What is needed —
Your output should consist of every record, copied exactly.

BEGIN Data section

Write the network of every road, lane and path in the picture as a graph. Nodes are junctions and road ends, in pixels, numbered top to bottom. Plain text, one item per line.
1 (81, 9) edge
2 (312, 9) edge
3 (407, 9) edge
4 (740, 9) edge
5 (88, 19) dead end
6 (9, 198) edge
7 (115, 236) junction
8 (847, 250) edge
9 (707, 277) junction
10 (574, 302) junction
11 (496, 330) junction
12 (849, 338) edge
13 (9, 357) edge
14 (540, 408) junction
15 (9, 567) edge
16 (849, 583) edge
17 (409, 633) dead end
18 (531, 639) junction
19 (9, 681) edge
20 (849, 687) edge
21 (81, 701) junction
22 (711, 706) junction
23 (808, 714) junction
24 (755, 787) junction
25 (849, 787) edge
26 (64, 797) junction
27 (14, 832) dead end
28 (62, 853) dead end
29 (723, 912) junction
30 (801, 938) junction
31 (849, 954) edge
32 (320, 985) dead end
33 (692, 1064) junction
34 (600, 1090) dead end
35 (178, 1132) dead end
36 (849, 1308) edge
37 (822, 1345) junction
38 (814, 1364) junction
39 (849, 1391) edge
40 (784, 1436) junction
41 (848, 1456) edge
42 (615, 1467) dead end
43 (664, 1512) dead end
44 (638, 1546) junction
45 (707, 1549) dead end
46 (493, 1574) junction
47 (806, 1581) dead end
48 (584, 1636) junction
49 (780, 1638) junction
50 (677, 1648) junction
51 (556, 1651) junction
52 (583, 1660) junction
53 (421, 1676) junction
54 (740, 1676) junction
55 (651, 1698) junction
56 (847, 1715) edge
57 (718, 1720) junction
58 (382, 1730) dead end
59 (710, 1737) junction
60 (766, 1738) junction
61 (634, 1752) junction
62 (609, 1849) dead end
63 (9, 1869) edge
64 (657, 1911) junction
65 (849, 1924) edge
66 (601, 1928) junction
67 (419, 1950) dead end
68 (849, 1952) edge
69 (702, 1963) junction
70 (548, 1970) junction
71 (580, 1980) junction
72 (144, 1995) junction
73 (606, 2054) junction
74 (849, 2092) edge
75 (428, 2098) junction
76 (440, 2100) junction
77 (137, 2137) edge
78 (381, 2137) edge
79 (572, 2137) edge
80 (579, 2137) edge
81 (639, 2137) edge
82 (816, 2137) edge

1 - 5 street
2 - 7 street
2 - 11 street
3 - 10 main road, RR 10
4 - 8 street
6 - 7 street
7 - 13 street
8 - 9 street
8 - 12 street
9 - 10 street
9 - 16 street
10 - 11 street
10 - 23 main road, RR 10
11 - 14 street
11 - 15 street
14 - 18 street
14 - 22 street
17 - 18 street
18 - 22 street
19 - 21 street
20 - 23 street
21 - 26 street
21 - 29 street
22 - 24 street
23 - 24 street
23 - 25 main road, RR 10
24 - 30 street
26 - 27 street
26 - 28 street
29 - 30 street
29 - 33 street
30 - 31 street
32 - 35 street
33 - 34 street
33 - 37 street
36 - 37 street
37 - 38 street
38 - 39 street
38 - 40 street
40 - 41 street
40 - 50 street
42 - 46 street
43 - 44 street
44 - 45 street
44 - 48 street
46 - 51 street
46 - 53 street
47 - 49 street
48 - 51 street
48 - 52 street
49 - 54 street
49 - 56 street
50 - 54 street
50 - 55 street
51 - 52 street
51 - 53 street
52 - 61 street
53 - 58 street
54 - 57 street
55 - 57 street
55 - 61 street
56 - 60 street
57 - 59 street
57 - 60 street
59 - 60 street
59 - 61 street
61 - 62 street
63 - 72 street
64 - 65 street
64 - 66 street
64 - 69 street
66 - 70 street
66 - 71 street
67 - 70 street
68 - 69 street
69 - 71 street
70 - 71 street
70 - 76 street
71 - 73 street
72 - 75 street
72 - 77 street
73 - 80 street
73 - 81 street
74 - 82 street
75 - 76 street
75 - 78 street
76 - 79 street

END Data section

Output —
Write the network of every road, lane and path in the picture as a graph. Nodes are junctions and road ends, in pixels, numbered top to bottom. Plain text, one item per line.
1 (81, 9) edge
2 (312, 9) edge
3 (407, 9) edge
4 (740, 9) edge
5 (88, 19) dead end
6 (9, 198) edge
7 (115, 236) junction
8 (847, 250) edge
9 (707, 277) junction
10 (574, 302) junction
11 (496, 330) junction
12 (849, 338) edge
13 (9, 357) edge
14 (540, 408) junction
15 (9, 567) edge
16 (849, 583) edge
17 (409, 633) dead end
18 (531, 639) junction
19 (9, 681) edge
20 (849, 687) edge
21 (81, 701) junction
22 (711, 706) junction
23 (808, 714) junction
24 (755, 787) junction
25 (849, 787) edge
26 (64, 797) junction
27 (14, 832) dead end
28 (62, 853) dead end
29 (723, 912) junction
30 (801, 938) junction
31 (849, 954) edge
32 (320, 985) dead end
33 (692, 1064) junction
34 (600, 1090) dead end
35 (178, 1132) dead end
36 (849, 1308) edge
37 (822, 1345) junction
38 (814, 1364) junction
39 (849, 1391) edge
40 (784, 1436) junction
41 (848, 1456) edge
42 (615, 1467) dead end
43 (664, 1512) dead end
44 (638, 1546) junction
45 (707, 1549) dead end
46 (493, 1574) junction
47 (806, 1581) dead end
48 (584, 1636) junction
49 (780, 1638) junction
50 (677, 1648) junction
51 (556, 1651) junction
52 (583, 1660) junction
53 (421, 1676) junction
54 (740, 1676) junction
55 (651, 1698) junction
56 (847, 1715) edge
57 (718, 1720) junction
58 (382, 1730) dead end
59 (710, 1737) junction
60 (766, 1738) junction
61 (634, 1752) junction
62 (609, 1849) dead end
63 (9, 1869) edge
64 (657, 1911) junction
65 (849, 1924) edge
66 (601, 1928) junction
67 (419, 1950) dead end
68 (849, 1952) edge
69 (702, 1963) junction
70 (548, 1970) junction
71 (580, 1980) junction
72 (144, 1995) junction
73 (606, 2054) junction
74 (849, 2092) edge
75 (428, 2098) junction
76 (440, 2100) junction
77 (137, 2137) edge
78 (381, 2137) edge
79 (572, 2137) edge
80 (579, 2137) edge
81 (639, 2137) edge
82 (816, 2137) edge

1 - 5 street
2 - 7 street
2 - 11 street
3 - 10 main road, RR 10
4 - 8 street
6 - 7 street
7 - 13 street
8 - 9 street
8 - 12 street
9 - 10 street
9 - 16 street
10 - 11 street
10 - 23 main road, RR 10
11 - 14 street
11 - 15 street
14 - 18 street
14 - 22 street
17 - 18 street
18 - 22 street
19 - 21 street
20 - 23 street
21 - 26 street
21 - 29 street
22 - 24 street
23 - 24 street
23 - 25 main road, RR 10
24 - 30 street
26 - 27 street
26 - 28 street
29 - 30 street
29 - 33 street
30 - 31 street
32 - 35 street
33 - 34 street
33 - 37 street
36 - 37 street
37 - 38 street
38 - 39 street
38 - 40 street
40 - 41 street
40 - 50 street
42 - 46 street
43 - 44 street
44 - 45 street
44 - 48 street
46 - 51 street
46 - 53 street
47 - 49 street
48 - 51 street
48 - 52 street
49 - 54 street
49 - 56 street
50 - 54 street
50 - 55 street
51 - 52 street
51 - 53 street
52 - 61 street
53 - 58 street
54 - 57 street
55 - 57 street
55 - 61 street
56 - 60 street
57 - 59 street
57 - 60 street
59 - 60 street
59 - 61 street
61 - 62 street
63 - 72 street
64 - 65 street
64 - 66 street
64 - 69 street
66 - 70 street
66 - 71 street
67 - 70 street
68 - 69 street
69 - 71 street
70 - 71 street
70 - 76 street
71 - 73 street
72 - 75 street
72 - 77 street
73 - 80 street
73 - 81 street
74 - 82 street
75 - 76 street
75 - 78 street
76 - 79 street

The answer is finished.